● **Problem to solve**: Among the records, which lines include "Liebknecht"? List them.

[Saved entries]
━━━━━━━━━━

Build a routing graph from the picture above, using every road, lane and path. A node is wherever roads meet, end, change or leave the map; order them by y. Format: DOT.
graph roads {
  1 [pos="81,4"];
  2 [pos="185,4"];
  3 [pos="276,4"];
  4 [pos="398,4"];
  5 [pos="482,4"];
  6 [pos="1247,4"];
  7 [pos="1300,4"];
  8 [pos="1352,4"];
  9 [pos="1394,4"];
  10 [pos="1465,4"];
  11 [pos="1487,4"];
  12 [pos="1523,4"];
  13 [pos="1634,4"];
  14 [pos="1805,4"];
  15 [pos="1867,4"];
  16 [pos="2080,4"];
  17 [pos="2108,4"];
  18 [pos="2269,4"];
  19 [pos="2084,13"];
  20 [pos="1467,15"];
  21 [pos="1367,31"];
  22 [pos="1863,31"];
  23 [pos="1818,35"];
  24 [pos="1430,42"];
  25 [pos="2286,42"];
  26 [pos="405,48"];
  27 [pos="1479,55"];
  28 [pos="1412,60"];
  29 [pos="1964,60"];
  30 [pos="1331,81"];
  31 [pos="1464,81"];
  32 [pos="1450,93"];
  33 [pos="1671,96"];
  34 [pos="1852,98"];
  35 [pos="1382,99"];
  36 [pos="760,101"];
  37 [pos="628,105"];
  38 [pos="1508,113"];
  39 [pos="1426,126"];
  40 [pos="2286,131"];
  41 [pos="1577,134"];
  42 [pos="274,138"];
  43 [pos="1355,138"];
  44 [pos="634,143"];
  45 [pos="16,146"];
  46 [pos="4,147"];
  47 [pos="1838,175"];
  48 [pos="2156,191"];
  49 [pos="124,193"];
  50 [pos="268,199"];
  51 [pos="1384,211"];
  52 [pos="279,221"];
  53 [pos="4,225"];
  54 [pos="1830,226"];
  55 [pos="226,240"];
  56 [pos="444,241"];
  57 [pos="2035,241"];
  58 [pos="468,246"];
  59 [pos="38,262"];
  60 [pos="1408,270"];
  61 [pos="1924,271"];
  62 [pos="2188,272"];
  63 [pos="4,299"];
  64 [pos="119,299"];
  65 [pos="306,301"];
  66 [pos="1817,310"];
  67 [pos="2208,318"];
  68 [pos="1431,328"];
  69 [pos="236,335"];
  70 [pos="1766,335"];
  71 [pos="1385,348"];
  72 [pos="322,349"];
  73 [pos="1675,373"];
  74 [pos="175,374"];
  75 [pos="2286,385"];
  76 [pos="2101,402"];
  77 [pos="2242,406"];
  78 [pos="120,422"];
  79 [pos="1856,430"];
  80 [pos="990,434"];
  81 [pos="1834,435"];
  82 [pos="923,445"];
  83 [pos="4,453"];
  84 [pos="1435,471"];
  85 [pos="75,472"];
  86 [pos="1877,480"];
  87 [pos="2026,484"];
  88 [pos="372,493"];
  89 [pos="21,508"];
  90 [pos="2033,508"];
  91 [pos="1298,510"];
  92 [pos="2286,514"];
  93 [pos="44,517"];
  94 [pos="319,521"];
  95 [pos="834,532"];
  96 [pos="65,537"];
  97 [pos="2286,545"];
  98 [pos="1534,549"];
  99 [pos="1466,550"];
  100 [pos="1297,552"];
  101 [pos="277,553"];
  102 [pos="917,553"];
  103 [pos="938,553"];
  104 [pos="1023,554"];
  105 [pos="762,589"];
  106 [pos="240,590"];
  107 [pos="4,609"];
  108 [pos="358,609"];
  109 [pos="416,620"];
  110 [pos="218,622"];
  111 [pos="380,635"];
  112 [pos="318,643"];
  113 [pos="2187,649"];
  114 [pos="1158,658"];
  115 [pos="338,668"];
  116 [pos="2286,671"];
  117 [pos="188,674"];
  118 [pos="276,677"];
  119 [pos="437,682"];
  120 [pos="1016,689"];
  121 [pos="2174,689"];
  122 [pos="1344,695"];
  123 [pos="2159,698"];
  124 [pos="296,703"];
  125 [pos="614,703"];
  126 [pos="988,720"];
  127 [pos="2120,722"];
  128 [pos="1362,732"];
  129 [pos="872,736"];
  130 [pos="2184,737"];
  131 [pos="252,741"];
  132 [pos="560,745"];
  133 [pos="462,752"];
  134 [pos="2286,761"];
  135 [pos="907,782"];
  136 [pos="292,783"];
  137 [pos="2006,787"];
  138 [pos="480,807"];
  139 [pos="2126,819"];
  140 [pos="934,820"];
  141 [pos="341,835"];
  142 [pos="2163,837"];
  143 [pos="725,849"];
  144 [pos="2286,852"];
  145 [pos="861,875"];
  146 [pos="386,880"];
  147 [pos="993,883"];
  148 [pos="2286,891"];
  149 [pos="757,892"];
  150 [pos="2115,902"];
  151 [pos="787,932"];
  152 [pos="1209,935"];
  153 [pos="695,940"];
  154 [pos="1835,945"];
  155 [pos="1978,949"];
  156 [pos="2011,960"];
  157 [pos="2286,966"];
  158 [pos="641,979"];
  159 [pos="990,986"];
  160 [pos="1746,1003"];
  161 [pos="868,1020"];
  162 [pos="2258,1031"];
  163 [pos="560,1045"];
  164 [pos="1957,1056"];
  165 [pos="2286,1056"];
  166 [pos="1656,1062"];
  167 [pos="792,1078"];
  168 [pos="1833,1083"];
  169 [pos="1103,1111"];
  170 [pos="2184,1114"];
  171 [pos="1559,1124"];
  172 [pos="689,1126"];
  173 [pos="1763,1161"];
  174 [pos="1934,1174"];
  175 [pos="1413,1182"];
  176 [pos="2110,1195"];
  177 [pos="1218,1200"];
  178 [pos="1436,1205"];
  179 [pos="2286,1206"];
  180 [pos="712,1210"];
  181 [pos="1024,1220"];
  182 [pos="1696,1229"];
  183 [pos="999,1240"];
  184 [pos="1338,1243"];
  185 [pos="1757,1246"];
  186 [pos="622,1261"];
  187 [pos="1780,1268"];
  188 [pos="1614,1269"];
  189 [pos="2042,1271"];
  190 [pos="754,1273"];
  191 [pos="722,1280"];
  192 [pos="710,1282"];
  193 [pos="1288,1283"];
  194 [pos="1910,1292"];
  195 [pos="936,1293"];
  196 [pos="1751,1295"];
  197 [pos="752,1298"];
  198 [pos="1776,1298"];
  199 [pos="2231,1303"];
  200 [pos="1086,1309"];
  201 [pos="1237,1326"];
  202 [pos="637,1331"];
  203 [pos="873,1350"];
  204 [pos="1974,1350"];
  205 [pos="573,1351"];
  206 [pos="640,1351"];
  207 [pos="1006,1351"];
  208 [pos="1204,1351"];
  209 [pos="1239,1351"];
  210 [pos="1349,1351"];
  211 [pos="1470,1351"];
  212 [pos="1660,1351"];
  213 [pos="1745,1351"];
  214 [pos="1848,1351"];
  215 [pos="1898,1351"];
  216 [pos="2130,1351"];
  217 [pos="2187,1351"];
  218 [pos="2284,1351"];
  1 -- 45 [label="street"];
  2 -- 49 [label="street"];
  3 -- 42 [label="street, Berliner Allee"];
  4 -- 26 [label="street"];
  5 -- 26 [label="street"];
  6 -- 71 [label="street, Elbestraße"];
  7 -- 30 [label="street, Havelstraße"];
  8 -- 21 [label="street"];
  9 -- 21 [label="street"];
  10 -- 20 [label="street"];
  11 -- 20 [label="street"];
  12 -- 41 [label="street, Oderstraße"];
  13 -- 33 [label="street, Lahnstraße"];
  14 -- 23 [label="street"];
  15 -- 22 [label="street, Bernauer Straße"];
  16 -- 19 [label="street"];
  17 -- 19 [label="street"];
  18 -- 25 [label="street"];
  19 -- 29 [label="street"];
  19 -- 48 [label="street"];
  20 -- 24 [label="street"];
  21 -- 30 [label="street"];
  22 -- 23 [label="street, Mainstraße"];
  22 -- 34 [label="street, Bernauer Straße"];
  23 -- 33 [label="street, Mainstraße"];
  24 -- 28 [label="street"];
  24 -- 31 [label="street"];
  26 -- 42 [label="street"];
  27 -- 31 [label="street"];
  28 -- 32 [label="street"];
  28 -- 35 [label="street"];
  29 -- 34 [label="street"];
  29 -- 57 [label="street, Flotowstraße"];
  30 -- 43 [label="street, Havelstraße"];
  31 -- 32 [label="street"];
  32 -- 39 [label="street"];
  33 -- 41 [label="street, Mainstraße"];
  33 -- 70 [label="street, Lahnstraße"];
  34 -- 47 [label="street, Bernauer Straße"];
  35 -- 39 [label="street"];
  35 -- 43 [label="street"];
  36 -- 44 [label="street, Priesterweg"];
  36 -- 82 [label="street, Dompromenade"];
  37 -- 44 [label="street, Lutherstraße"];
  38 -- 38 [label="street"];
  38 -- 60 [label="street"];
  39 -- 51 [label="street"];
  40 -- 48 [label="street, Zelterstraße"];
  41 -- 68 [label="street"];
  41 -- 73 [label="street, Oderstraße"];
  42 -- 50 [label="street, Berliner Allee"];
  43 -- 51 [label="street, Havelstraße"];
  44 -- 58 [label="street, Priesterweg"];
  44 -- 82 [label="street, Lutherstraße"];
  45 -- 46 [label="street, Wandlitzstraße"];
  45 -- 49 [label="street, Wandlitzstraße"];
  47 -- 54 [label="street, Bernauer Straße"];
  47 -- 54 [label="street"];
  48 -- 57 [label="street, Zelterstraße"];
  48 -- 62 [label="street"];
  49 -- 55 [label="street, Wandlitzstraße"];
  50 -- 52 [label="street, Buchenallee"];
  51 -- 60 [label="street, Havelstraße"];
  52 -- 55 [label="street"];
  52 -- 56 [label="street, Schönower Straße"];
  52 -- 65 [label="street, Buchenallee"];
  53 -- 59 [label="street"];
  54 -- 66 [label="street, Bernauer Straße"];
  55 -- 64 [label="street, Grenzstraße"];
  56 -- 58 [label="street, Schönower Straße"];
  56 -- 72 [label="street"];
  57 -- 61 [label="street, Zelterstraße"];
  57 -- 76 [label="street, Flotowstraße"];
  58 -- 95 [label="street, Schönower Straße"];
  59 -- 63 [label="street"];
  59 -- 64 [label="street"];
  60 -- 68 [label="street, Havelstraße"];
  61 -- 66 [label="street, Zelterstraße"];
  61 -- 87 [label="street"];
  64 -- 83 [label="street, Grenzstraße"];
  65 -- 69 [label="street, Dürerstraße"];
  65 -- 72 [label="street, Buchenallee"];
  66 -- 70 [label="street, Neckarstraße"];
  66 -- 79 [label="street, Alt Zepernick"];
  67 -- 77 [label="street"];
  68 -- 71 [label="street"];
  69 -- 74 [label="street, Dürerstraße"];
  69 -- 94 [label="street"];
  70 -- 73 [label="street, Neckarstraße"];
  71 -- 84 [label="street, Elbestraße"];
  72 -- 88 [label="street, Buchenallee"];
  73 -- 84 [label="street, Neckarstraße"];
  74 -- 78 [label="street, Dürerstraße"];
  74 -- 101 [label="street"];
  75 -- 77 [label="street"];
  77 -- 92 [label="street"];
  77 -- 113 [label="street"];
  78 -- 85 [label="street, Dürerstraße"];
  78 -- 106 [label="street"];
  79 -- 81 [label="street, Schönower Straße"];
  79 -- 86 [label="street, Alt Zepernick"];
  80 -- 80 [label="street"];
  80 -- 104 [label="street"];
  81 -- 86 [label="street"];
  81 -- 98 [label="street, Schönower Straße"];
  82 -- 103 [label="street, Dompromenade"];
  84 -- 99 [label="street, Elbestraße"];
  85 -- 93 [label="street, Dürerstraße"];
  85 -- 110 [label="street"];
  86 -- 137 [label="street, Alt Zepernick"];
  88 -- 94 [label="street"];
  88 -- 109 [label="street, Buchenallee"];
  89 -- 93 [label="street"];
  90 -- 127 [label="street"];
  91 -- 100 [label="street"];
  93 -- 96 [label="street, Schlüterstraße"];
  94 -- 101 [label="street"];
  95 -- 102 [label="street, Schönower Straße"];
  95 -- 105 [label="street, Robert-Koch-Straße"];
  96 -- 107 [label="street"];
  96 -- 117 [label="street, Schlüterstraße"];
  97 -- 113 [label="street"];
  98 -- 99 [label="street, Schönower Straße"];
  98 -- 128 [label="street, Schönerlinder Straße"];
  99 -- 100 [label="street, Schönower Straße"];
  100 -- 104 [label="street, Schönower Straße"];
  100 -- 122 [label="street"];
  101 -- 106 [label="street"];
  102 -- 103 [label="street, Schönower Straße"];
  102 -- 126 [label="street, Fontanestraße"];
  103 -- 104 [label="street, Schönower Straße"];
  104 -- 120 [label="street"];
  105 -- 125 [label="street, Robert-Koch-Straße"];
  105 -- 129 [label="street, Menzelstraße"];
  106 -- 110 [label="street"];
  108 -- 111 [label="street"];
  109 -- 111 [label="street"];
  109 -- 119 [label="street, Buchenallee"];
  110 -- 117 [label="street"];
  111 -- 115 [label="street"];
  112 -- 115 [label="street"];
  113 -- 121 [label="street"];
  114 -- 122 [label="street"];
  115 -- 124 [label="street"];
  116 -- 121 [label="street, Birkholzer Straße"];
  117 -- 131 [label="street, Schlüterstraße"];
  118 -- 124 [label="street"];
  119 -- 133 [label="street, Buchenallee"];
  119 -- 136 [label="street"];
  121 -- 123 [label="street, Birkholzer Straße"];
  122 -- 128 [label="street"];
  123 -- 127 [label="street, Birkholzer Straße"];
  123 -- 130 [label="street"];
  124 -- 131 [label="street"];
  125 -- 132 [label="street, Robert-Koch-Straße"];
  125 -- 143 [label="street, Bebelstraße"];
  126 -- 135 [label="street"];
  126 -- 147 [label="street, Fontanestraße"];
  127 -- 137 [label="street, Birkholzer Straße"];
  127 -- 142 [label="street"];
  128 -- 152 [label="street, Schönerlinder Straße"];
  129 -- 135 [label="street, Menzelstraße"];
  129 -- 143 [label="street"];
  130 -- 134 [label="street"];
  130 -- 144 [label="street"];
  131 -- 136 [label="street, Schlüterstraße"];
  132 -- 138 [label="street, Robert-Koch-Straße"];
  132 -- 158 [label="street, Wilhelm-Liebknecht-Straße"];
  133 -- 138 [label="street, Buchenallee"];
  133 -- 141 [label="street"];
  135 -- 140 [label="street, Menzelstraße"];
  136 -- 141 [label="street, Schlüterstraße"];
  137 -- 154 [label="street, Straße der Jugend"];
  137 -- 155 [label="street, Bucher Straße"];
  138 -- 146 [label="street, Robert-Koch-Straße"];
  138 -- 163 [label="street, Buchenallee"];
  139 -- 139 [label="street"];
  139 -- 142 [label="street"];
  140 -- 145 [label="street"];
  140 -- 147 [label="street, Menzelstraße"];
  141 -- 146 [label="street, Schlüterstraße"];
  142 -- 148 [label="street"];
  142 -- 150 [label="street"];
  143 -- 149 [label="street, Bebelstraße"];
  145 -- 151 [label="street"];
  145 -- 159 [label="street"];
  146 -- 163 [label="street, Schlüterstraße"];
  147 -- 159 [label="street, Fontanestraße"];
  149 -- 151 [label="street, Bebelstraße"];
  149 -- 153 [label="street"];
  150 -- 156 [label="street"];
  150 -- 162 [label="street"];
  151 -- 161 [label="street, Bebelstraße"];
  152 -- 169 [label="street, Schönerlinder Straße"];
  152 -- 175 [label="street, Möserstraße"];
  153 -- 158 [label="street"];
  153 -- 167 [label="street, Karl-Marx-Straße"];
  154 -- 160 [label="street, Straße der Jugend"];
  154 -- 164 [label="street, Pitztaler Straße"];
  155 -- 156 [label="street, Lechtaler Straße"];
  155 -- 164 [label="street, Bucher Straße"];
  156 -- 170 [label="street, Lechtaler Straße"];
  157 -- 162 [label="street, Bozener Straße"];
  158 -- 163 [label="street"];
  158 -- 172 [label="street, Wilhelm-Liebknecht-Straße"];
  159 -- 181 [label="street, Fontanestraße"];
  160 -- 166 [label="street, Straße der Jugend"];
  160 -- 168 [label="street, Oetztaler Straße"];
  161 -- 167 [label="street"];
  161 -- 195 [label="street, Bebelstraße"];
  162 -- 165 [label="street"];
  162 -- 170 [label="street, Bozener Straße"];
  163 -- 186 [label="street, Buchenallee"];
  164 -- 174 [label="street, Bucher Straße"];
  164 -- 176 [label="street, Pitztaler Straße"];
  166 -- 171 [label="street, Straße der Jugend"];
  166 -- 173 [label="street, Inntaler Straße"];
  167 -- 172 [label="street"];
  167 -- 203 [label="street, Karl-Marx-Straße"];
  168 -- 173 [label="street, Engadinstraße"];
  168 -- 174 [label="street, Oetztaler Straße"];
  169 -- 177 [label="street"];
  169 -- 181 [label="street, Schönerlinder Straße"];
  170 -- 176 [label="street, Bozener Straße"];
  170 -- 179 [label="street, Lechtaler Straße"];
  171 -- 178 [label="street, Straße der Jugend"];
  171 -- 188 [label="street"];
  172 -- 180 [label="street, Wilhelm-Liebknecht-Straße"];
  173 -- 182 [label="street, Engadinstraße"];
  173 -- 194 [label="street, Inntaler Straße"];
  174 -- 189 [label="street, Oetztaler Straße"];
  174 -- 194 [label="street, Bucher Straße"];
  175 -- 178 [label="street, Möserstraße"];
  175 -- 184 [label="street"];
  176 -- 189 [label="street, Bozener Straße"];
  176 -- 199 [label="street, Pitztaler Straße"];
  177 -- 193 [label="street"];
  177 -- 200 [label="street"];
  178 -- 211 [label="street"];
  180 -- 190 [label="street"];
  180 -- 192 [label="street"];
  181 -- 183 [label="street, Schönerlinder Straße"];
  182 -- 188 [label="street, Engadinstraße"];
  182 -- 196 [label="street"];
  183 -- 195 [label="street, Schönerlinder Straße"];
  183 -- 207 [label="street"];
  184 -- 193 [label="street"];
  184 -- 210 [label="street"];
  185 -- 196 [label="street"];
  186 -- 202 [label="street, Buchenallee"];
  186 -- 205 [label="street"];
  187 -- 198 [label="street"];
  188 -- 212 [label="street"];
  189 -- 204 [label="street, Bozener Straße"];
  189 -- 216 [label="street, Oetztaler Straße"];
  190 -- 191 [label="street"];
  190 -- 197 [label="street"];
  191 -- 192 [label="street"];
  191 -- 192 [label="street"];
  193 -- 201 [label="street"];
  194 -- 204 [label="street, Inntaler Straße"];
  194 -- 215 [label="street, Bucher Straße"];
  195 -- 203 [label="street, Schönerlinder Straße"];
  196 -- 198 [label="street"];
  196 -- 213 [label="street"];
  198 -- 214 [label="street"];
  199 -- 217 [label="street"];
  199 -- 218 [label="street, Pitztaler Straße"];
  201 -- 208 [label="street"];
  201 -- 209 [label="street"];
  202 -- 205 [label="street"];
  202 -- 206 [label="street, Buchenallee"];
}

━━━━━━━━━━

● **Answer to this task**:
  132 -- 158 [label="street, Wilhelm-Liebknecht-Straße"];
  158 -- 172 [label="street, Wilhelm-Liebknecht-Straße"];
  172 -- 180 [label="street, Wilhelm-Liebknecht-Straße"];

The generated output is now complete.